A cleaning solution inlet orifice 458 is provided into the water tight cavity 460 of solution injection bar 422. The cleaning solution inlet orifice 458 is coupled to the source of hot liquid cleaning solution through the cleaning solution delivery tube 112. As disclosed herein, the cleaning solution inlet orifice 458 is provided adjacent to one end of the solution injection bar 422, else is centrally located in the solution injection bar 422. A cleaning solution fitting 424 is seated in water tight communication with the cleaning solution inlet orifice 458 into the upper pressure equalization chamber 460. Optionally, one or more additional cleaning solution inlet orifices 458 may be provided in the elongated upper pressure equalization chamber 460 in fluid communication with the source of hot liquid cleaning solution each through an additional cleaning solution fitting 424 coupled to the cleaning solution delivery tube 112. The additional one or more inlet orifices 458, if present, provide a more distributed flow of cleaning solution to the upper chamber 460. For example, according to one embodiment one additional cleaning solution inlet orifice 458 is positioned by example and without limitation adjacent to a second end of the solution injection bar 422 opposite from the original inlet orifice 458. In another embodiment, another additional cleaning solution inlet orifice 458 is positioned by example and without limitation midway along the elongated upper pressure equalization chamber 460 between the first and second inlet orifices 458.
The cleaning solution inlet orifice 458 communicates with the sealed cavity 460 as defined by opposing interior wall surfaces 448, 450 of the rigid solution injection bar 422. The cavity 460 defines an elongated upper solution distribution and pressure equalization chamber that is structured for receiving the pressurized hot liquid cleaning solution through communication with the solution inlet orifice 458. The pressure equalization chamber 460 is effectively sized and shaped for reducing the fluid pressure from the incoming pressure as the cleaning solution expands to fill the chamber, and is further effectively sized for distributing and substantially equalizing the fluid pressure throughout the elongated chamber 460. In order to accomplish the foregoing solution distribution and pressure equalization functions, the cavity 460 is formed having similar substantially uniform length 166, height 168 and depth 170 dimensions disclosed herein, with the length dimension 166 being much greater than the height dimension 168, and the height dimension 168 being much greater than the depth dimension 170, as disclosed herein.

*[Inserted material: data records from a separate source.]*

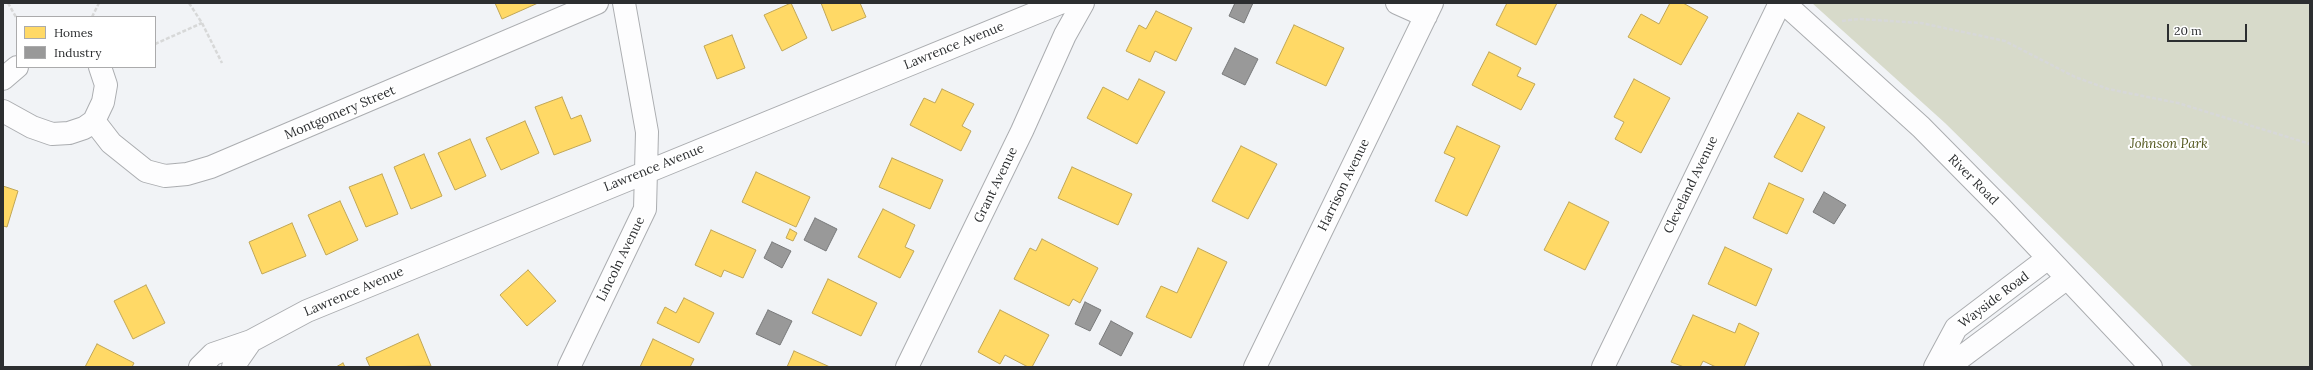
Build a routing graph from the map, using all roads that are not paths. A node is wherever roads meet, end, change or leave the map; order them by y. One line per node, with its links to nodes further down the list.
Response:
1 (597, 3): 13 (street, Montgomery Street)
2 (624, 3): 14 (street, Lincoln Avenue)
3 (1060, 3): 14 (street, Lawrence Avenue)
4 (1083, 3): 21 (street, Grant Avenue)
5 (1397, 3): 8 (street)
6 (1780, 3): 23 (street, Cleveland Avenue)
7 (1784, 3): 15 (street, River Road)
8 (1429, 10): 22 (street, Harrison Avenue)
9 (16, 68): 11 (street)
10 (100, 68): 13 (street)
11 (3, 79)
12 (3, 111): 13 (street)
13 (94, 121)
14 (647, 171): 17 (street, Lawrence Avenue); 20 (street, Lincoln Avenue)
15 (2047, 259): 16 (street, River Road); 24 (street, Wayside Road)
16 (2066, 279): 25 (street, Wayside Road); 26 (street, River Road)
17 (251, 341): 18 (street, Lawrence Avenue); 19 (street, Lawrence Avenue)
18 (200, 367)
19 (233, 367)
20 (569, 367)
21 (907, 367)
22 (1255, 367)
23 (1603, 367)
24 (1935, 367)
25 (1948, 367)
26 (2151, 367)

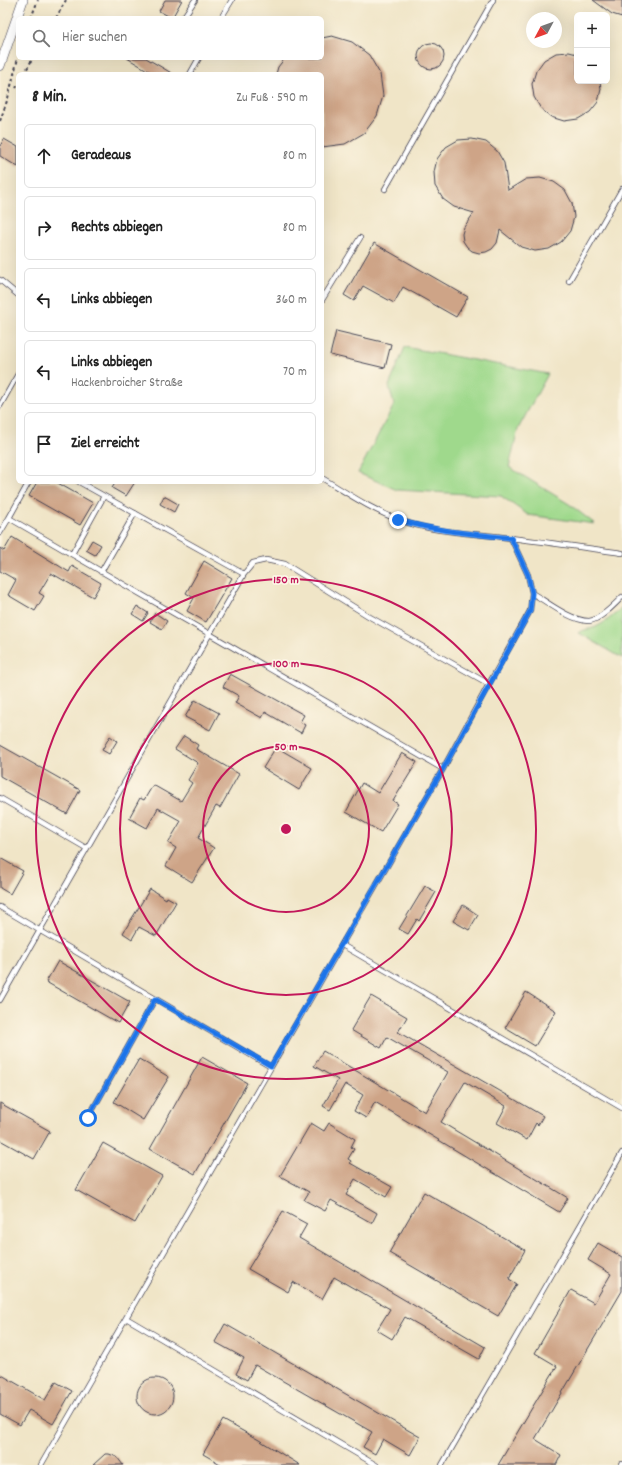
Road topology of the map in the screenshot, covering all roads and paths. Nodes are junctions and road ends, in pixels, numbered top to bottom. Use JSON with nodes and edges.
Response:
{"nodes":[{"id":1,"x":23,"y":0,"type":"edge"},
{"id":2,"x":38,"y":0,"type":"edge"},
{"id":3,"x":66,"y":0,"type":"edge"},
{"id":4,"x":195,"y":0,"type":"edge"},
{"id":5,"x":232,"y":0,"type":"edge"},
{"id":6,"x":493,"y":0,"type":"edge"},
{"id":7,"x":17,"y":16,"type":"edge"},
{"id":8,"x":32,"y":16,"type":"edge"},
{"id":9,"x":57,"y":16,"type":"edge"},
{"id":10,"x":184,"y":16,"type":"edge"},
{"id":11,"x":223,"y":16,"type":"edge"},
{"id":12,"x":16,"y":20,"type":"edge"},
{"id":13,"x":18,"y":60,"type":"edge"},
{"id":14,"x":32,"y":60,"type":"edge"},
{"id":15,"x":198,"y":60,"type":"edge"},
{"id":16,"x":0,"y":66,"type":"edge"},
{"id":17,"x":25,"y":72,"type":"edge"},
{"id":18,"x":191,"y":72,"type":"edge"},
{"id":19,"x":0,"y":121,"type":"edge"},
{"id":20,"x":385,"y":189,"type":"dead end"},
{"id":21,"x":622,"y":189,"type":"edge"},
{"id":22,"x":360,"y":238,"type":"dead end"},
{"id":23,"x":0,"y":280,"type":"edge"},
{"id":24,"x":569,"y":281,"type":"dead end"},
{"id":25,"x":16,"y":293,"type":"edge"},
{"id":26,"x":324,"y":297,"type":"edge"},
{"id":27,"x":16,"y":378,"type":"edge"},
{"id":28,"x":0,"y":406,"type":"edge"},
{"id":29,"x":324,"y":479,"type":"edge"},
{"id":30,"x":28,"y":484,"type":"edge"},
{"id":31,"x":83,"y":484,"type":"edge"},
{"id":32,"x":104,"y":496,"type":"junction"},
{"id":33,"x":135,"y":513,"type":"junction"},
{"id":34,"x":9,"y":518,"type":"junction"},
{"id":35,"x":0,"y":533,"type":"edge"},
{"id":36,"x":511,"y":538,"type":"junction"},
{"id":37,"x":622,"y":553,"type":"edge"},
{"id":38,"x":72,"y":554,"type":"junction"},
{"id":39,"x":101,"y":572,"type":"junction"},
{"id":40,"x":244,"y":574,"type":"junction"},
{"id":41,"x":532,"y":593,"type":"junction"},
{"id":42,"x":622,"y":598,"type":"edge"},
{"id":43,"x":209,"y":634,"type":"junction"},
{"id":44,"x":489,"y":684,"type":"junction"},
{"id":45,"x":443,"y":769,"type":"junction"},
{"id":46,"x":0,"y":798,"type":"edge"},
{"id":47,"x":86,"y":848,"type":"junction"},
{"id":48,"x":0,"y":907,"type":"edge"},
{"id":49,"x":40,"y":930,"type":"junction"},
{"id":50,"x":342,"y":945,"type":"junction"},
{"id":51,"x":155,"y":999,"type":"junction"},
{"id":52,"x":0,"y":1000,"type":"edge"},
{"id":53,"x":271,"y":1066,"type":"junction"},
{"id":54,"x":622,"y":1108,"type":"edge"},
{"id":55,"x":88,"y":1118,"type":"dead end"},
{"id":56,"x":622,"y":1153,"type":"edge"},
{"id":57,"x":126,"y":1318,"type":"junction"},
{"id":58,"x":41,"y":1465,"type":"edge"},
{"id":59,"x":376,"y":1465,"type":"edge"},
{"id":60,"x":442,"y":1465,"type":"edge"}],
"edges":[{"from":1,"to":7,"type":"street"},
{"from":2,"to":8,"type":"path"},
{"from":3,"to":9,"type":"path"},
{"from":4,"to":10,"type":"lane"},
{"from":5,"to":11,"type":"lane"},
{"from":6,"to":20,"type":"lane"},
{"from":12,"to":16,"type":"street"},
{"from":13,"to":19,"type":"path"},
{"from":14,"to":17,"type":"path"},
{"from":15,"to":18,"type":"lane"},
{"from":21,"to":24,"type":"lane"},
{"from":22,"to":26,"type":"lane"},
{"from":23,"to":25,"type":"lane"},
{"from":27,"to":28,"type":"lane"},
{"from":29,"to":36,"type":"lane"},
{"from":30,"to":34,"type":"lane"},
{"from":31,"to":32,"type":"lane"},
{"from":32,"to":33,"type":"lane"},
{"from":32,"to":38,"type":"lane"},
{"from":33,"to":39,"type":"lane"},
{"from":33,"to":40,"type":"lane"},
{"from":34,"to":35,"type":"lane"},
{"from":34,"to":38,"type":"lane"},
{"from":36,"to":37,"type":"lane"},
{"from":36,"to":41,"type":"lane"},
{"from":38,"to":39,"type":"lane"},
{"from":39,"to":43,"type":"lane"},
{"from":40,"to":43,"type":"lane"},
{"from":40,"to":44,"type":"lane"},
{"from":41,"to":42,"type":"lane"},
{"from":41,"to":44,"type":"lane"},
{"from":43,"to":45,"type":"lane"},
{"from":43,"to":47,"type":"lane"},
{"from":44,"to":45,"type":"lane"},
{"from":45,"to":50,"type":"lane"},
{"from":46,"to":47,"type":"lane"},
{"from":47,"to":49,"type":"lane"},
{"from":48,"to":49,"type":"lane"},
{"from":49,"to":51,"type":"lane"},
{"from":49,"to":52,"type":"lane"},
{"from":50,"to":53,"type":"lane"},
{"from":50,"to":54,"type":"lane"},
{"from":51,"to":53,"type":"lane"},
{"from":51,"to":55,"type":"lane"},
{"from":53,"to":57,"type":"lane"},
{"from":56,"to":60,"type":"lane"},
{"from":57,"to":58,"type":"lane"},
{"from":57,"to":59,"type":"lane"}]}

By example and without limitation, the length dimension 166 of the cavity 460 defining the elongated pressure equalization chamber is nearly as long as the overall length dimension 154 of the novel solution injection bar 422, or about thirteen inches to about thirteen and one half inches. As disclosed herein, the extreme ratios of length dimension 166 to height dimension 168, and height dimension 168 to depth dimension 170 are effectively dimensioned for reducing the pressure of incoming cleaning solution received at the inlet orifice 458 as the pressurized fluid expands through the channel 460, and substantially equalizing the pressure in the liquid cleaning solution along the entire length 166 of the elongated upper pressure equalization chamber 460.

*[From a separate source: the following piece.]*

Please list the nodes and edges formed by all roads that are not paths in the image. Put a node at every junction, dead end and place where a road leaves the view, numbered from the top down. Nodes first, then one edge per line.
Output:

The cleaning solution flow restrictor 172 fluidly communicates between the upper pressure equalization chamber 460 and a cooperating elongated cleaning head operating surface 426. The cleaning head operating surface 426 is formed as a smooth surface molded on the inner glide structure 476 a of the glide member 476 and is substantially contiguous with the pressure equalization chamber 460. The solution flow restrictor 172 is formed in the inner glide structure 476 a portion of the solution injection bar 422. The cleaning solution flow restrictor 172 is substantially contiguous with the pressure equalization chamber 460 and is structured to restrict fluid discharge of the cleaning solution to the cooperating lower cleaning head operating surface 426. The flow restrictor 172 is thus structured to develop sufficient back pressure in the pressure equalization chamber 460 to effectively accomplish both the solution distribution and pressure equalization functions of the cavity 460, as disclosed herein. The flow restrictor 172 is thus suitably structured to fluidly communicate the liquid cleaning solution from the pressure equalization chamber 460 to the cooperating lower cleaning head operating surface 426 in a substantially uniform flow along substantially the entire length 166 of the pressure equalization chamber 460.

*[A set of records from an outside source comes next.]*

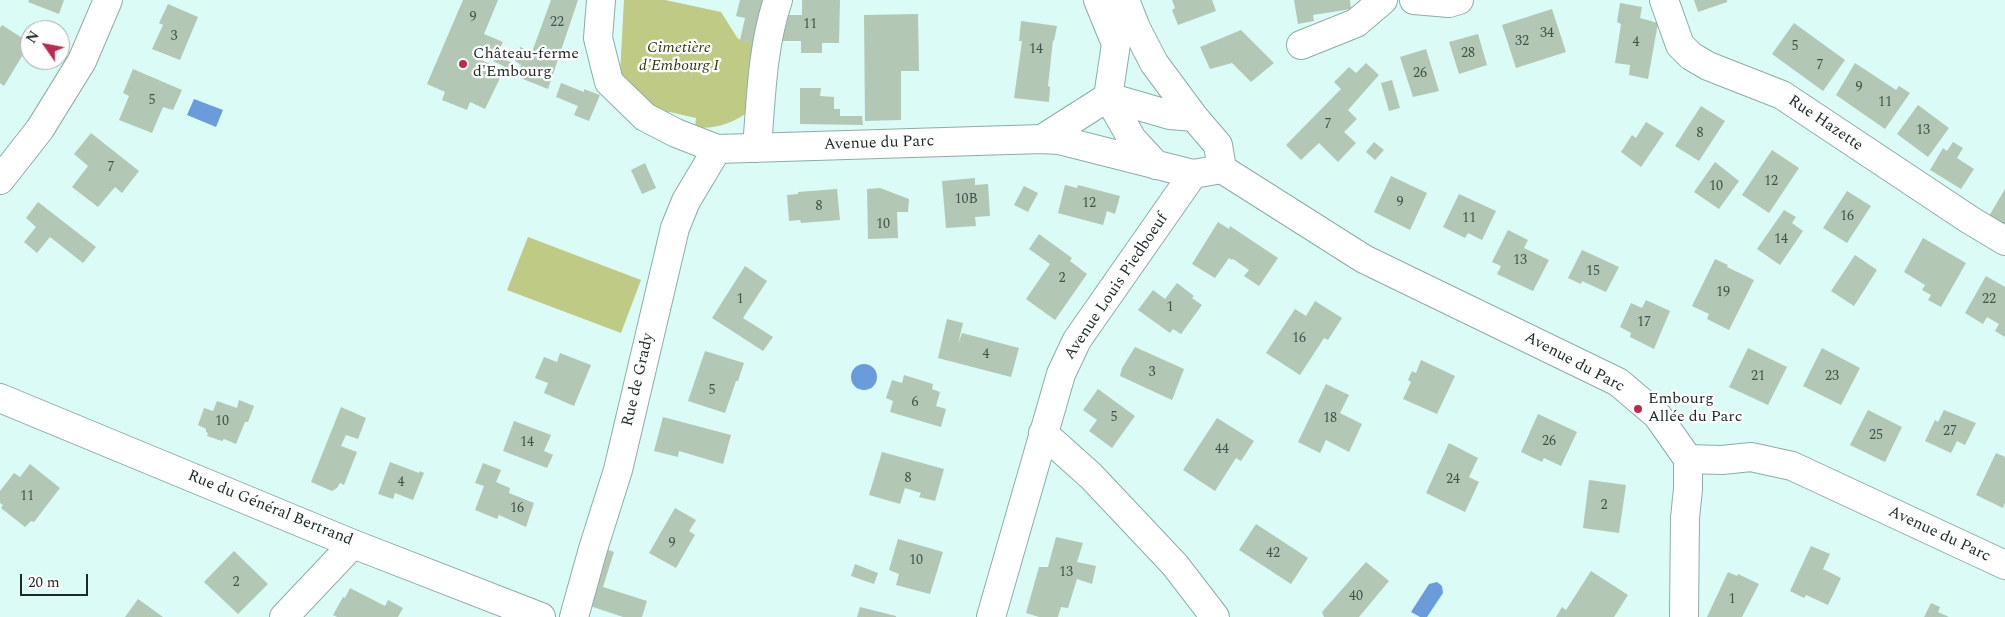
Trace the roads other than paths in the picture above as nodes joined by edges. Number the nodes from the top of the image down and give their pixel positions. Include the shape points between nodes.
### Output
1 (108, 0) edge
2 (601, 0) edge
3 (778, 0) edge
4 (1098, 0) edge
5 (1125, 0) edge
6 (1383, 0) edge
7 (1414, 0) edge
8 (1459, 0) edge
9 (1664, 0) edge
10 (1301, 45) dead end
11 (1108, 97) junction
12 (1194, 117) junction
13 (1042, 139) junction
14 (757, 148) junction
15 (717, 149) junction
16 (1156, 165) junction
17 (1222, 169) junction
18 (1193, 174) junction
19 (0, 180) edge
20 (2005, 241) edge
21 (0, 398) edge
22 (1043, 433) junction
23 (1688, 459) junction
24 (354, 544) junction
25 (2005, 565) edge
26 (284, 617) edge
27 (542, 617) edge
28 (574, 617) edge
29 (991, 617) edge
30 (1215, 617) edge
31 (1684, 617) edge

1 - 19 street via 82,61 40,129
2 - 15 street via 598,38 609,82 645,117
3 - 14 street via 772,17 761,86
4 - 11 street via 1116,44
5 - 12 street via 1154,63
6 - 10 street via 1356,23
7 - 8 street via 1449,4
9 - 20 street, Rue Hazette via 1680,45 1691,56 1782,95
11 - 12 street via 1170,115
11 - 13 street
11 - 16 street via 1132,138
12 - 17 street via 1218,145
13 - 14 street, Avenue du Parc
13 - 16 street, Avenue du Parc via 1060,140
14 - 15 street, Avenue du Parc
15 - 28 street, Rue de Grady via 686,201 675,228 618,470
16 - 18 street, Avenue du Parc
17 - 18 street, Avenue du Parc
17 - 23 street, Avenue du Parc via 1364,259 1618,382 1657,415
18 - 22 street, Avenue Louis Piedboeuf via 1078,340 1061,374
21 - 24 street, Rue du Général Bertrand
22 - 29 street, Avenue Louis Piedboeuf
22 - 30 street via 1091,476 1175,565
23 - 25 street, Avenue du Parc via 1751,457 1792,466
23 - 31 street
24 - 26 street
24 - 27 street, Rue du Général Bertrand

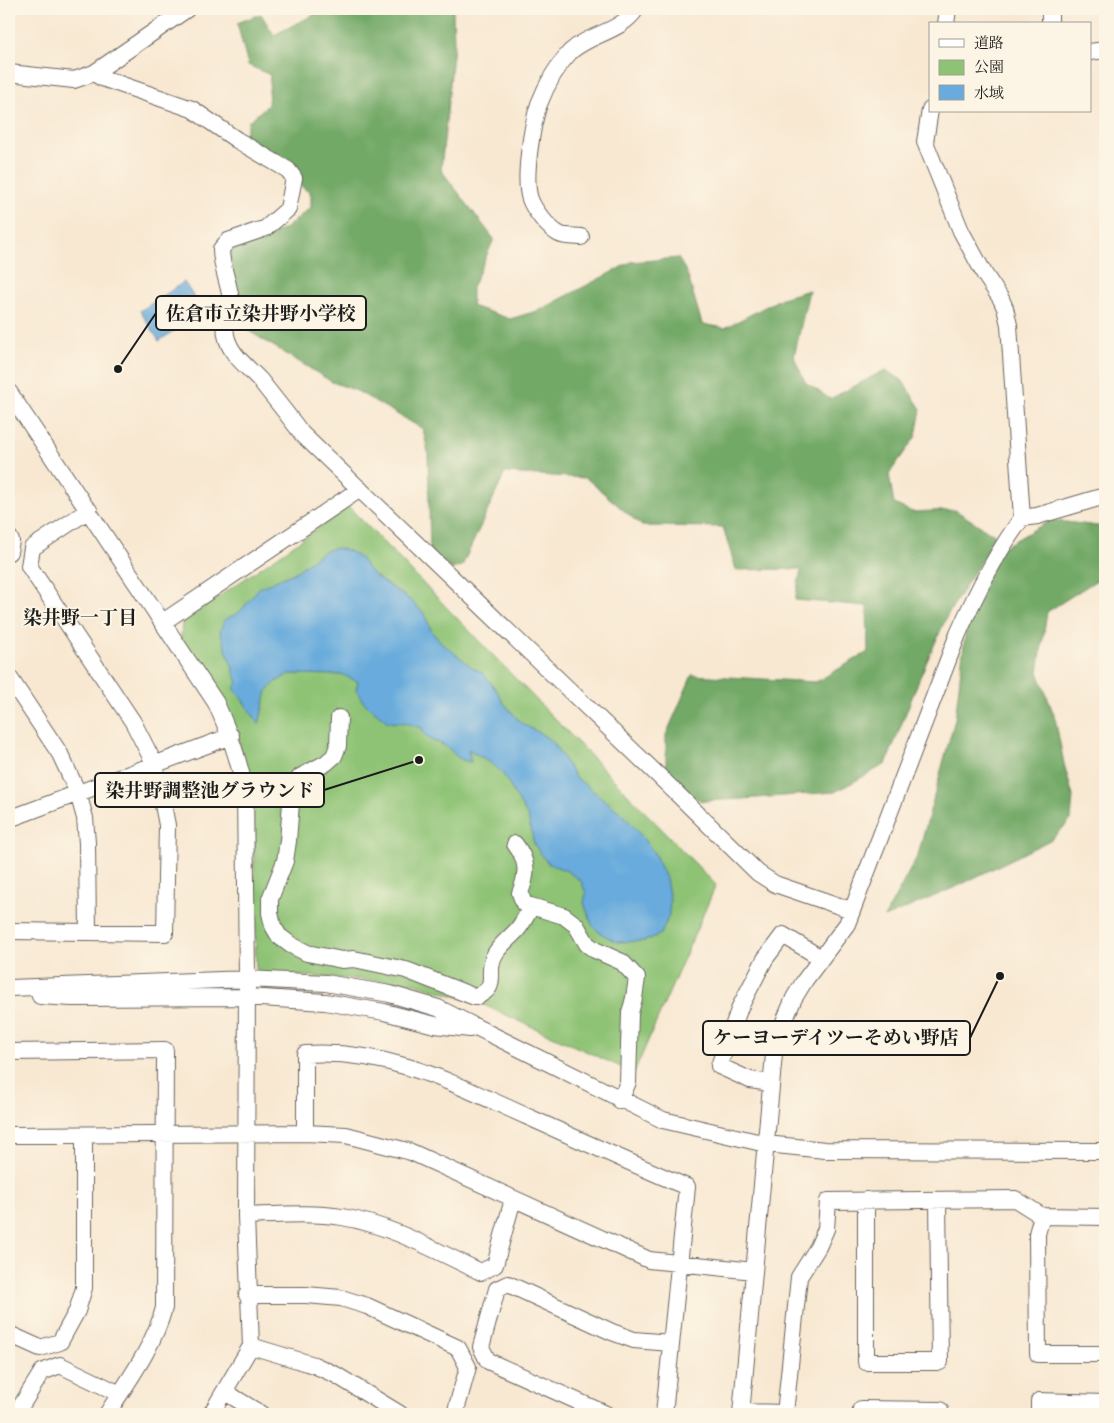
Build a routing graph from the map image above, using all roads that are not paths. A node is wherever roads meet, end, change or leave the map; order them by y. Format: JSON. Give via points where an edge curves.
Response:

By example and without limitation, the cleaning solution flow restrictor 172 is optionally provided as the plurality of the substantially identical flow restriction orifices 176 disclosed herein. The cleaning solution flow restrictor 172 is a substantially linear array of flow restriction orifices 176 is distributed at substantially uniform intervals along substantially the entire length 166 of the elongated pressure equalization chamber 460 and in fluid communication between the upper pressure equalization chamber 460 and the lower cleaning head operating surface 426. As disclosed herein, the array of flow restriction orifices 176 is structured to fluidly communicate the liquid cleaning solution from the pressure equalization chamber 460 to the cleaning head operating surface 426 in a substantially uniform spray along substantially the entire length 166 of the pressure equalization chamber 460. Optionally, the flow restriction orifices 176 of the cleaning solution flow restrictor 172 are substantially tubular orifices that are inclined relative to the cleaning head operating surface 426. According to one embodiment, the flow restriction orifices 176 of the cleaning solution flow restrictor 172 are optionally inclined forwardly from the pressure equalization chamber 460 toward the front portion 136 of the cleaning head body 120.
The molded glide member 476 forming the cleaning head operating surface 426 is supported by the inner portion 456 of the cleaning head body 120 as well as the front 136 and back 138 portions thereof. The cleaning head operating surface 426 is thereby positioned for directly receiving the pressure equalized cleaning solution from the elongated pressure equalization chamber 460 in a substantially uniform flow through the array of flow restriction orifices 176 there between. The elongated upper pressure equalization chamber 460 is thus positioned for delivering the liquid cleaning solution to the cleaning head operating surface 426 in a substantially uniform pressurized flood through the array of substantially identical flow restriction orifices 176 substantially continuously along substantially the entire length dimension 154 of the solution injection bar 422.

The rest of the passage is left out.